Visualizations are visual representations of data that are designed to make it easier to understand something about that data. They are a type of abstract representation and if they are done well they can be very powerful. However, it is also easy to do them poorly and to make something that is confusing or potentially misleading. Good visualizations should be clear and honest.
There are many many different types of visualizations with different strengths and weaknesses. Choosing the right visualization for your question can be challenging, so for now we are going to keep it simple and just talk about some key types of visualizations.
6.1.1. Chart Terminology¶
A chart is a fairly common type of data visualization. Charts are often 2-dimensional figures with a horizontal x-axis and a vertical y-axis. Data is represented on these two axes using graphical elements such as lines, bars, or individual markers. The x and y axes are typically labeled and marked with tick marks to help you understand what the axis is representing.
6.1.2. Bar Charts¶
Bar charts are good at representing differences between types of things. They typically plot different types of things (categories) along one axis and quantitative (numeric) variables along the other. For example, a bar chart of my typical cookie consumption for the week might list types of cookies on the x-axis (categories: chocolate chip, oatmeal, sugar cookie) and then represent the number of each kind of cookie I ate (quantitative data) as bars of different heights. The height of each bar would represent the quantity of cookies consumed as indicated on the y-axis.
It is important to realize that meanings of the bars can be very different. Those bars could represent the total number of calories in the cookies or my average mood following cookie consumption, instead of just number eaten. This is one reason that labeling your axis is important.
Important
Charts should be self-sufficient: They should include labeling and titles that are sufficient for understanding the data shown in the chart. A reader should not have to look anywhere else for an explanation of what each plotted item is supposed to mean.
Here’s a more serious bar chart. Let’s look at it and see what it is trying to communicate.
This chart is self-sufficient; we can see that we are comparing total revenue for three different types of “shows.” We don’t have the context to tell us what shows are counted here, but we can determine that musicals have a total revenue of about $16 billion, plays $3 billion, and “special” shows somewhere less than $1 billion. We know what each bar represents and what its value is.
This data, and the data in all following charts, is from a set of data about Broadway shows from 1994 through 2016 [source - part of the CORGIS Dataset Project]. With that context, we can see that across all Broadway shows, musicals make far more revenue than plays or other shows.
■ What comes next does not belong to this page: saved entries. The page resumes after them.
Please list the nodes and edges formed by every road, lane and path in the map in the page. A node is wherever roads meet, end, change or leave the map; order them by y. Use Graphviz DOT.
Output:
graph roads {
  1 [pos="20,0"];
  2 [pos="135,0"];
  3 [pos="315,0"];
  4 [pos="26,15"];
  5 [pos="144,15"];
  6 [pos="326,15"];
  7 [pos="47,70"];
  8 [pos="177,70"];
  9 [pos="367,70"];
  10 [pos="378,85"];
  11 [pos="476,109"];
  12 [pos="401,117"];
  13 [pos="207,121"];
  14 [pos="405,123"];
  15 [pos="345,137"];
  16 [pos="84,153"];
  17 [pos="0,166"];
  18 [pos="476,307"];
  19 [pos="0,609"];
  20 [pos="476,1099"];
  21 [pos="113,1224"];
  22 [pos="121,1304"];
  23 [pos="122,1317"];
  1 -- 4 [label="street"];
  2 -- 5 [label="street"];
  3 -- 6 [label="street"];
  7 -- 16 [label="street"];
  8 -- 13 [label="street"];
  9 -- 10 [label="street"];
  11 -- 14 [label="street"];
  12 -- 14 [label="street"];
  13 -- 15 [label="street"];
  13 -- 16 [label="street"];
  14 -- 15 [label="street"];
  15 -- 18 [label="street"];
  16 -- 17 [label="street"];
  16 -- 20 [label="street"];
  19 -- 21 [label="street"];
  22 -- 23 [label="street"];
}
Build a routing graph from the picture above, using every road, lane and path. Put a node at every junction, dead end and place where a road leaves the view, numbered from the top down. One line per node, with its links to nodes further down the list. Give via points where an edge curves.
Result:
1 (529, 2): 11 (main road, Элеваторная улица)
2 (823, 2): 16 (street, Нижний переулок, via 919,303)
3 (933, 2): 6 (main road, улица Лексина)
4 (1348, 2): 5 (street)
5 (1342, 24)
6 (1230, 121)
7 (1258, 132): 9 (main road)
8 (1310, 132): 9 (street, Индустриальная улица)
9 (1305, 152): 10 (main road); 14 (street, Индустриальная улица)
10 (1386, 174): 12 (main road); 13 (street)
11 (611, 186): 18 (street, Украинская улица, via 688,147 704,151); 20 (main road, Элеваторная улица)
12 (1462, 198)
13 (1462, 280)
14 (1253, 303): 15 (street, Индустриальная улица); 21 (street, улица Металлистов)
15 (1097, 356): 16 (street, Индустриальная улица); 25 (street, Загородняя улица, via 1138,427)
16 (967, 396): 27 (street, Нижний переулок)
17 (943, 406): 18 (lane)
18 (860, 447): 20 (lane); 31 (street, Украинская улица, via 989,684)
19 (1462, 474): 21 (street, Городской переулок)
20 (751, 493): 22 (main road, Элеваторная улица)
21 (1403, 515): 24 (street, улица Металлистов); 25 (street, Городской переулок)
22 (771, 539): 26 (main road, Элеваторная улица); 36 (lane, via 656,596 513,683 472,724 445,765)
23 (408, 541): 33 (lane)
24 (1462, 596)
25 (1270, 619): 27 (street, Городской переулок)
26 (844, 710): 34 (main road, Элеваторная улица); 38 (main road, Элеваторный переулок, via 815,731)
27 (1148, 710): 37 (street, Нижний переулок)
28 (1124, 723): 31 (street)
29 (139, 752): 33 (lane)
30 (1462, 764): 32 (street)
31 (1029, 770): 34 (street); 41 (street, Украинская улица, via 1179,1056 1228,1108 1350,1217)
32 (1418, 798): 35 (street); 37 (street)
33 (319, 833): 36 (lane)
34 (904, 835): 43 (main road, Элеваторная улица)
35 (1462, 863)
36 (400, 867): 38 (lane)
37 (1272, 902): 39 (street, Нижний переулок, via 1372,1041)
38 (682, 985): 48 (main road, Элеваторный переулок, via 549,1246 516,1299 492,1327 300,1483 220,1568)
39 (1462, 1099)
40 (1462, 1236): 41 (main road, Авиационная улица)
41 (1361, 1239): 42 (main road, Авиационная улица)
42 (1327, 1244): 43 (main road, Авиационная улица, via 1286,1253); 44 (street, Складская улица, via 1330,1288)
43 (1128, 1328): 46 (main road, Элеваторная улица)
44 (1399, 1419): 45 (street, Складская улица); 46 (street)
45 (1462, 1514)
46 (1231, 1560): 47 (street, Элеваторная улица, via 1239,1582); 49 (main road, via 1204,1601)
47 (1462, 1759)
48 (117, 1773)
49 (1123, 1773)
The meaning of the bars changes based on the labels. If we were interested in average weekly revenue (as opposed to total revenue over time), we would generate a chart like this:
The chart looks very similar, but now the y-axis label and chart title tell us it is representing a different view of the data.
6.1.3. Line Charts¶
Line charts often plot something continuous (like time) on the x-axis with something quantitative on the y-axis. We could plot overall cookie consumption as a function of days of the week. The x-axis would be used to represent days sequentially. The y-axis would be used to indicate the total number of cookies eaten each day. Perhaps we’d find cookie consumption is highest on Monday and lowest on Fridays. You should note here that you could use a bar chart for this instead, with each day being treated as its own category. That would make an okay chart, but using a line to link each day might do a better job at communicating trends over time.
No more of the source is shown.